Items from a dataset:
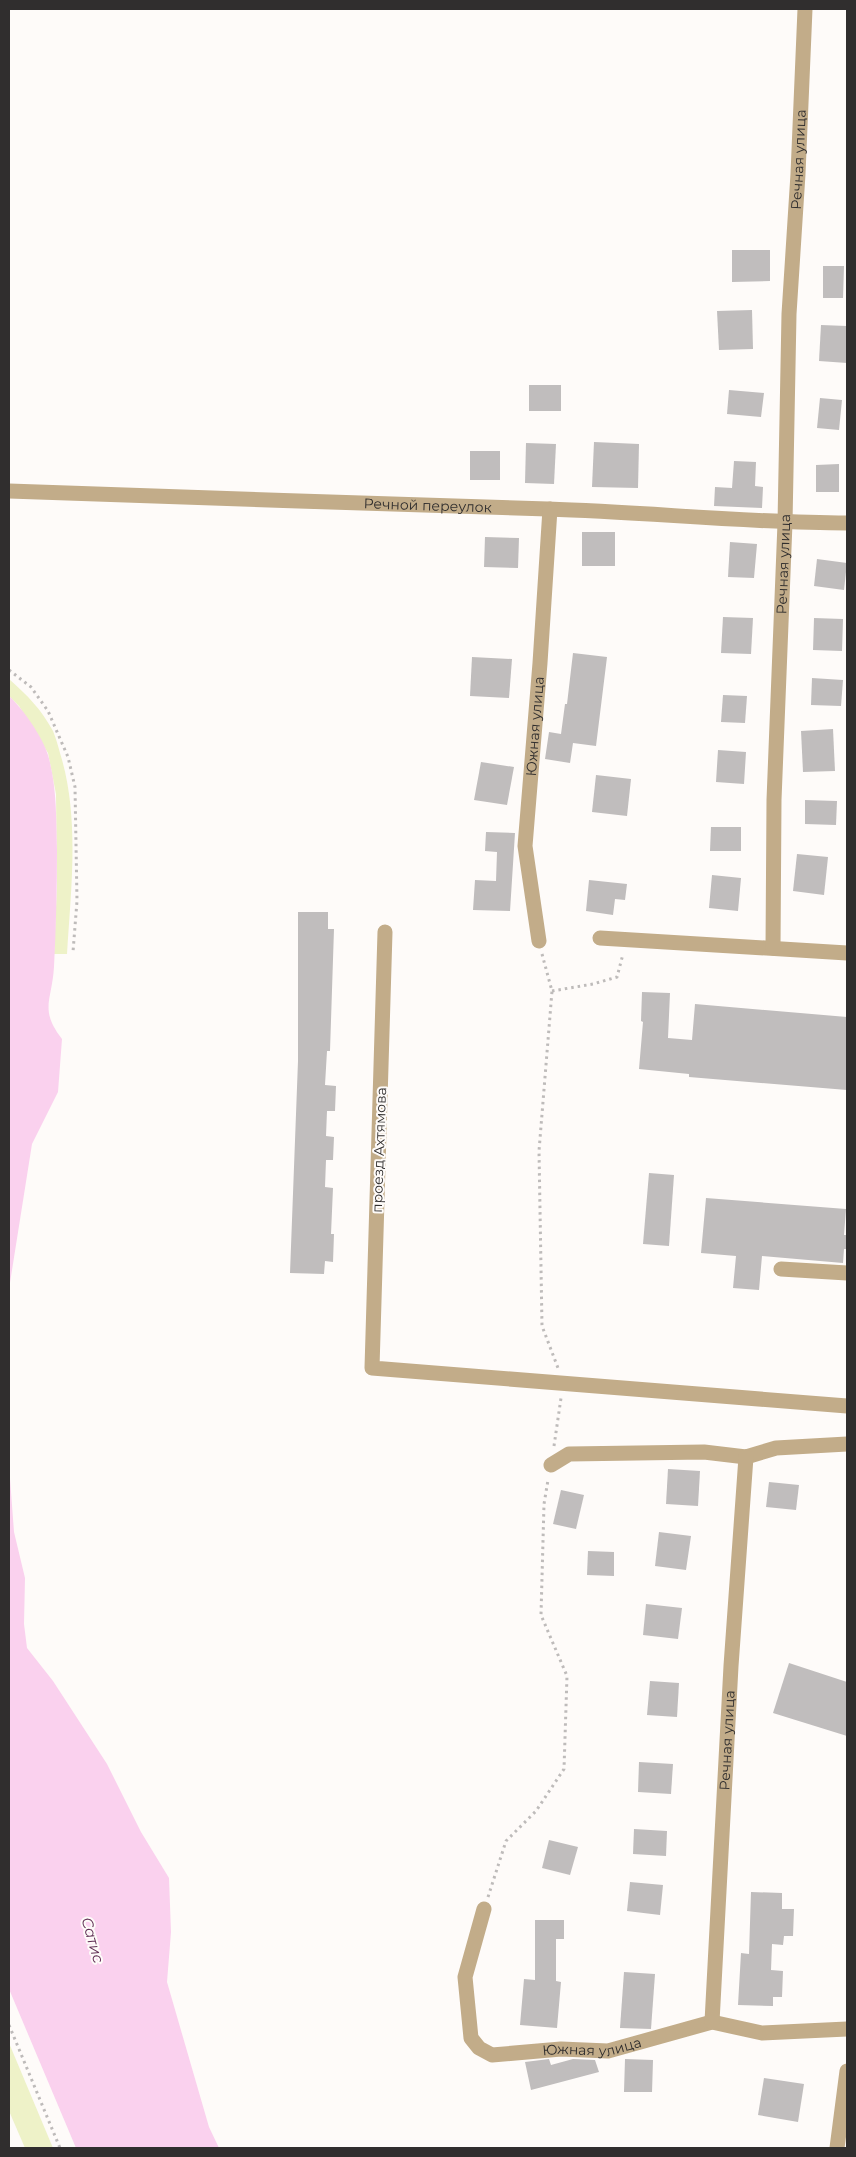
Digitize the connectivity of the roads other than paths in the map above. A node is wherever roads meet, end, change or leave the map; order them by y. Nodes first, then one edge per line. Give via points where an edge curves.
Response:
1 (805, 9) edge
2 (9, 490) edge
3 (550, 509) junction
4 (785, 523) junction
5 (847, 523) edge
6 (386, 932) dead end
7 (600, 938) dead end
8 (539, 942) road end
9 (773, 948) junction
10 (847, 954) edge
11 (781, 1269) dead end
12 (847, 1272) edge
13 (847, 1406) edge
14 (847, 1444) edge
15 (746, 1457) junction
16 (551, 1464) road end
17 (484, 1909) road end
18 (712, 2022) junction
19 (847, 2029) edge
20 (847, 2070) edge
21 (837, 2148) edge

1 - 4 street, Речная улица via 789,314
2 - 3 street, Речной переулок
3 - 4 street, Речной переулок
3 - 8 street, Южная улица via 525,846
4 - 5 street, Речной переулок
4 - 9 street, Речная улица via 774,800
6 - 13 street, проезд Ахтямова via 372,1368
7 - 9 street
9 - 10 street
11 - 12 street
14 - 15 street via 776,1448
15 - 16 street via 704,1452 569,1454
15 - 18 street, Речная улица
17 - 18 street, Южная улица via 466,1977 471,2038 479,2048 492,2055 561,2049 608,2051
18 - 19 street, Южная улица via 762,2033
20 - 21 street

Task statement.
Take the entries shown above and quote them verbatim, passing over the pictures.

Task result.
Digitize the connectivity of the roads other than paths in the map above. A node is wherever roads meet, end, change or leave the map; order them by y. Nodes first, then one edge per line. Give via points where an edge curves.
Response:
1 (805, 9) edge
2 (9, 490) edge
3 (550, 509) junction
4 (785, 523) junction
5 (847, 523) edge
6 (386, 932) dead end
7 (600, 938) dead end
8 (539, 942) road end
9 (773, 948) junction
10 (847, 954) edge
11 (781, 1269) dead end
12 (847, 1272) edge
13 (847, 1406) edge
14 (847, 1444) edge
15 (746, 1457) junction
16 (551, 1464) road end
17 (484, 1909) road end
18 (712, 2022) junction
19 (847, 2029) edge
20 (847, 2070) edge
21 (837, 2148) edge

1 - 4 street, Речная улица via 789,314
2 - 3 street, Речной переулок
3 - 4 street, Речной переулок
3 - 8 street, Южная улица via 525,846
4 - 5 street, Речной переулок
4 - 9 street, Речная улица via 774,800
6 - 13 street, проезд Ахтямова via 372,1368
7 - 9 street
9 - 10 street
11 - 12 street
14 - 15 street via 776,1448
15 - 16 street via 704,1452 569,1454
15 - 18 street, Речная улица
17 - 18 street, Южная улица via 466,1977 471,2038 479,2048 492,2055 561,2049 608,2051
18 - 19 street, Южная улица via 762,2033
20 - 21 street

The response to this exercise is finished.